YOUR TASK:
Copy every line from the data below in which the string "Left" can be found.
-------
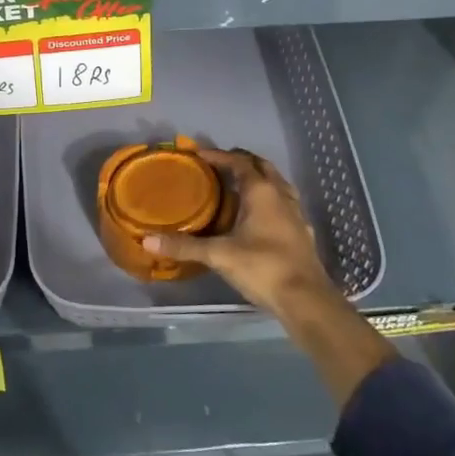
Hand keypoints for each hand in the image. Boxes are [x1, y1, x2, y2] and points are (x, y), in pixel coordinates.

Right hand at [144, 148, 341, 320]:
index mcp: (262, 192)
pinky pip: (285, 204)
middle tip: (218, 165)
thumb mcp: (219, 256)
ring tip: (238, 186)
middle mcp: (281, 195)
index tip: (198, 155)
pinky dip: (270, 200)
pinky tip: (260, 216)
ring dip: (259, 178)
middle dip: (241, 161)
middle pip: (262, 166)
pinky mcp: (302, 233)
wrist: (307, 300)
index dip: (218, 155)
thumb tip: (148, 240)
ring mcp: (295, 214)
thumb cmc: (263, 268)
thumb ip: (185, 246)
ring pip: (277, 184)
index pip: (239, 162)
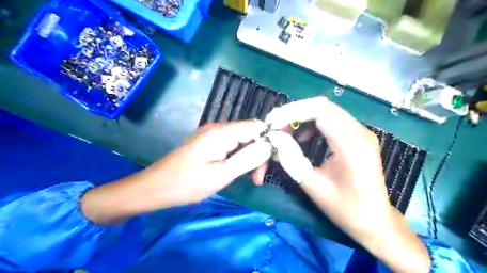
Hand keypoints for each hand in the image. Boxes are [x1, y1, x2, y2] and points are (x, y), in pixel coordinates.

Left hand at [146, 121, 271, 202]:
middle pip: (250, 133)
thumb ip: (247, 159)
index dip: (269, 139)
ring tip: (250, 178)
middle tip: (258, 178)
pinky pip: (231, 144)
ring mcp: (212, 134)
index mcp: (222, 132)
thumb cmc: (187, 183)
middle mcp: (218, 127)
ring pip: (241, 140)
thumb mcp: (221, 175)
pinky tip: (237, 170)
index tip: (273, 161)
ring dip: (249, 157)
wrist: (155, 187)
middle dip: (259, 153)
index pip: (256, 126)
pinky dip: (238, 156)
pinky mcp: (208, 141)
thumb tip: (269, 147)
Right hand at [255, 97, 428, 272]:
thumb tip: (275, 138)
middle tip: (276, 126)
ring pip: (326, 111)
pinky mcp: (357, 137)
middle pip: (323, 106)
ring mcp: (360, 132)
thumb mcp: (313, 186)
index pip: (319, 110)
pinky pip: (331, 120)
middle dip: (294, 113)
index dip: (292, 112)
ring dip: (302, 118)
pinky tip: (303, 138)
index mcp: (351, 143)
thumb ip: (291, 159)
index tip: (272, 123)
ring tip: (286, 132)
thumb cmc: (345, 209)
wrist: (375, 222)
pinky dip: (312, 124)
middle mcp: (359, 131)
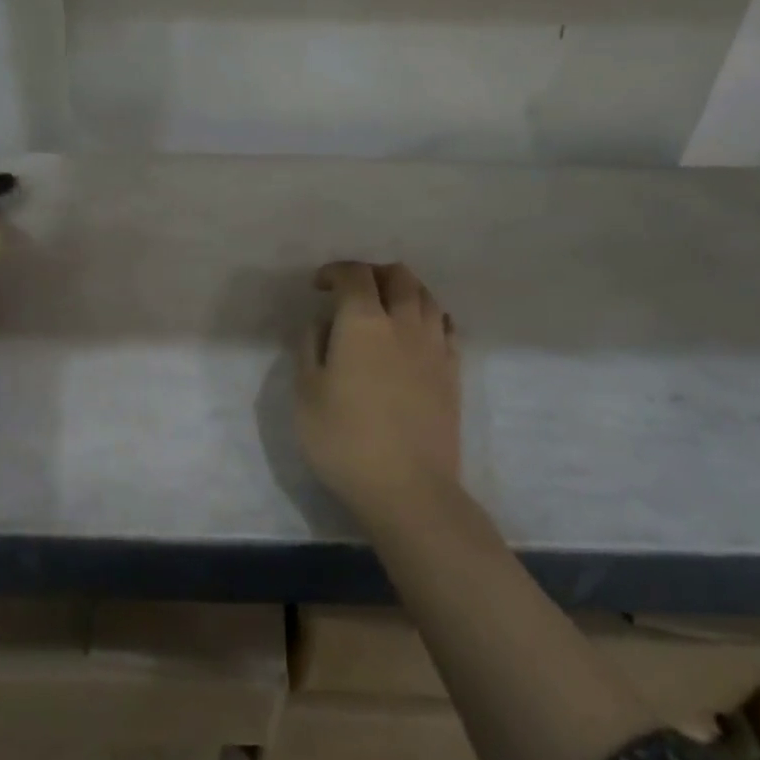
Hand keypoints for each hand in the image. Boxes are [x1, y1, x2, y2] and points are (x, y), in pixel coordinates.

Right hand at [295, 261, 459, 521]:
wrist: (409, 488)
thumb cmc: (345, 440)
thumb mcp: (306, 393)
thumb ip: (311, 348)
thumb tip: (323, 323)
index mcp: (364, 323)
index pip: (355, 275)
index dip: (335, 271)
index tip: (319, 285)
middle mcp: (404, 323)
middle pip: (399, 276)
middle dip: (374, 273)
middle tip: (354, 290)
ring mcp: (435, 347)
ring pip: (426, 296)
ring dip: (404, 290)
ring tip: (386, 308)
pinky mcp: (453, 372)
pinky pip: (444, 326)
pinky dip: (427, 317)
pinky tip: (416, 334)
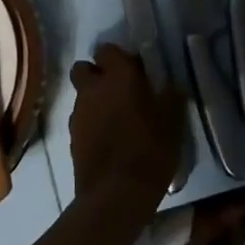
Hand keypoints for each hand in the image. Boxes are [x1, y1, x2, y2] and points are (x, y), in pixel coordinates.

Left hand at [68, 44, 185, 205]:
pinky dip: (91, 123)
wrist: (116, 195)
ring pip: (81, 95)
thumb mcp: (173, 123)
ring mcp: (78, 113)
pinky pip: (80, 119)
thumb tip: (171, 85)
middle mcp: (92, 89)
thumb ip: (171, 97)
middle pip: (84, 69)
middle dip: (97, 74)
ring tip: (117, 119)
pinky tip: (109, 140)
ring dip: (95, 100)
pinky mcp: (71, 137)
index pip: (107, 50)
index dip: (119, 58)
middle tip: (120, 90)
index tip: (136, 71)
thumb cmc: (150, 151)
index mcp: (118, 77)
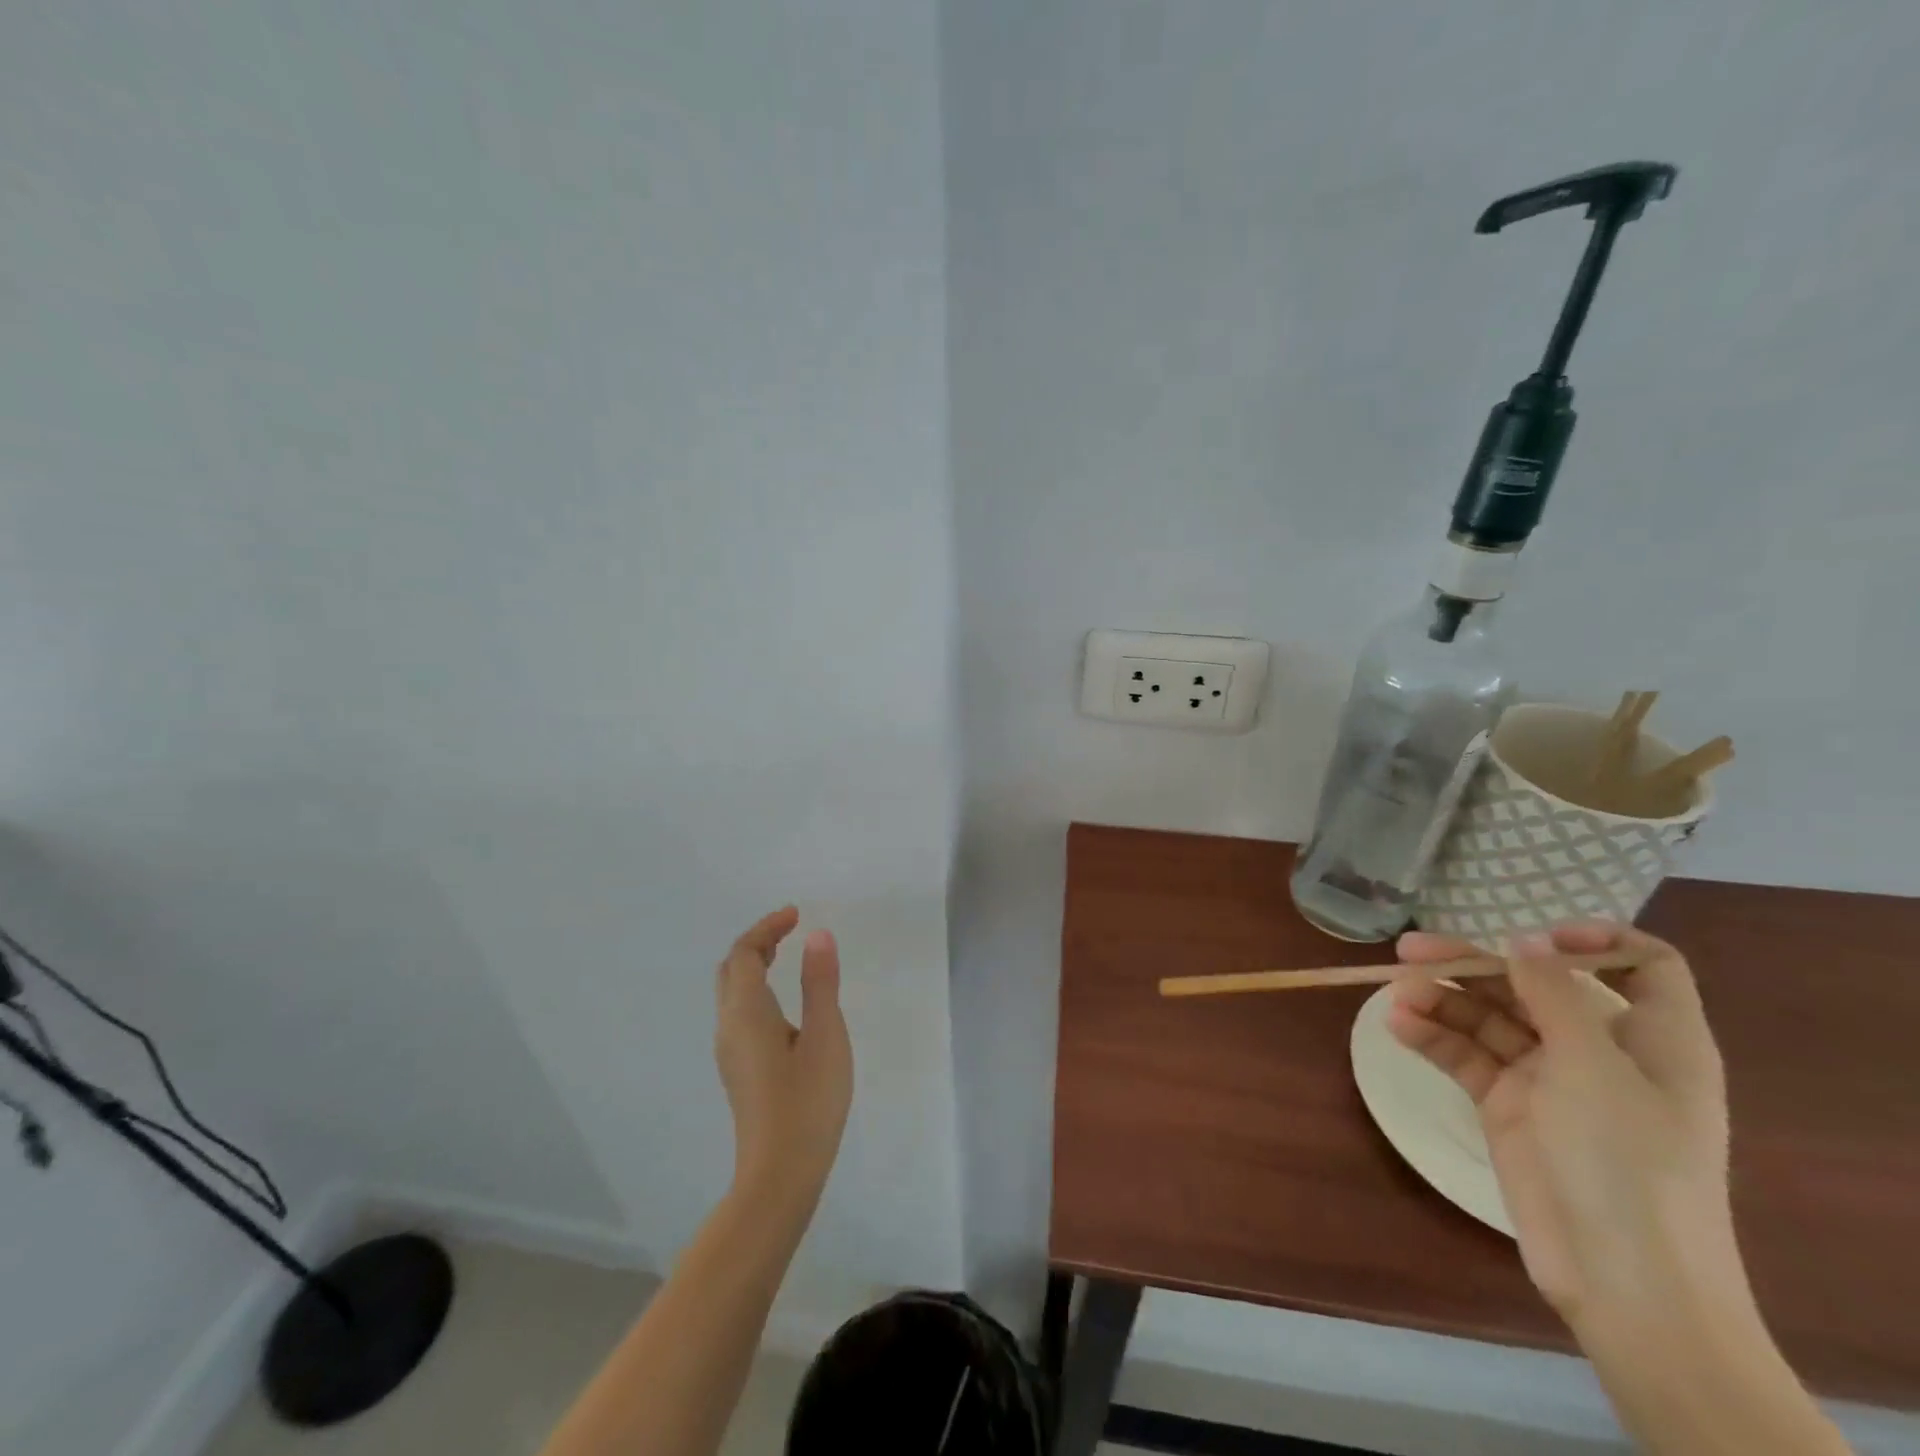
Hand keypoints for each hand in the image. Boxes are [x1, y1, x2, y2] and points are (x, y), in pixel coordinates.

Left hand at [714, 907, 852, 1205]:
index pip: (743, 953)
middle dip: (756, 943)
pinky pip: (739, 1012)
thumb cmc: (808, 1101)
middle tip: (788, 930)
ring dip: (754, 965)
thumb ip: (820, 983)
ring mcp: (729, 1051)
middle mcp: (728, 1026)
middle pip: (730, 970)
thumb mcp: (825, 1036)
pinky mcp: (738, 1069)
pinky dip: (756, 989)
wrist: (779, 1175)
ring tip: (786, 955)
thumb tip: (817, 936)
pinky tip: (783, 1004)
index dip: (767, 928)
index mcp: (746, 1012)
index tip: (796, 915)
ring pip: (732, 993)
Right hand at [1390, 922, 1736, 1328]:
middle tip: (1409, 952)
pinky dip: (1433, 1038)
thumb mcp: (1593, 1068)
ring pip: (1490, 1019)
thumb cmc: (1627, 1164)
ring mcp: (1550, 1079)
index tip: (1534, 936)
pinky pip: (1466, 1057)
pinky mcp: (1509, 1107)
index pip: (1642, 966)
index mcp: (1652, 1039)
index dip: (1595, 941)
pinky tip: (1397, 1026)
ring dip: (1441, 1002)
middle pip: (1535, 986)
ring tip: (1393, 994)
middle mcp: (1600, 1051)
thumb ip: (1554, 995)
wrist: (1624, 1283)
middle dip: (1474, 965)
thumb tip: (1522, 940)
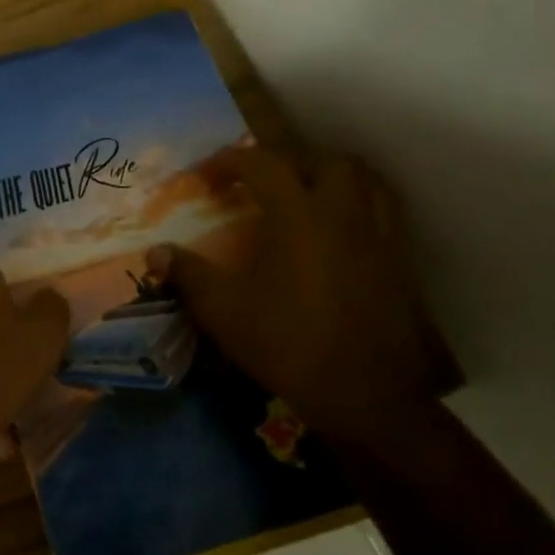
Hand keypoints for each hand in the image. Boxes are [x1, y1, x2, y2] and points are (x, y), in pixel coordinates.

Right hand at [147, 145, 432, 440]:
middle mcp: (343, 213)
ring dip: (330, 175)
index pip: (262, 164)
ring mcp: (379, 236)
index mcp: (298, 215)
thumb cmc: (290, 344)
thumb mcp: (224, 311)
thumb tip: (155, 252)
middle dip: (286, 162)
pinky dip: (358, 205)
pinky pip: (382, 211)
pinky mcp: (399, 262)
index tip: (205, 177)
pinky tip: (337, 232)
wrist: (367, 394)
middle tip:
-------
RESPONSE AREA:
Left hand at [146, 121, 271, 202]:
Left hand at [68, 44, 185, 205]:
Left hand at [714, 907, 852, 1205]:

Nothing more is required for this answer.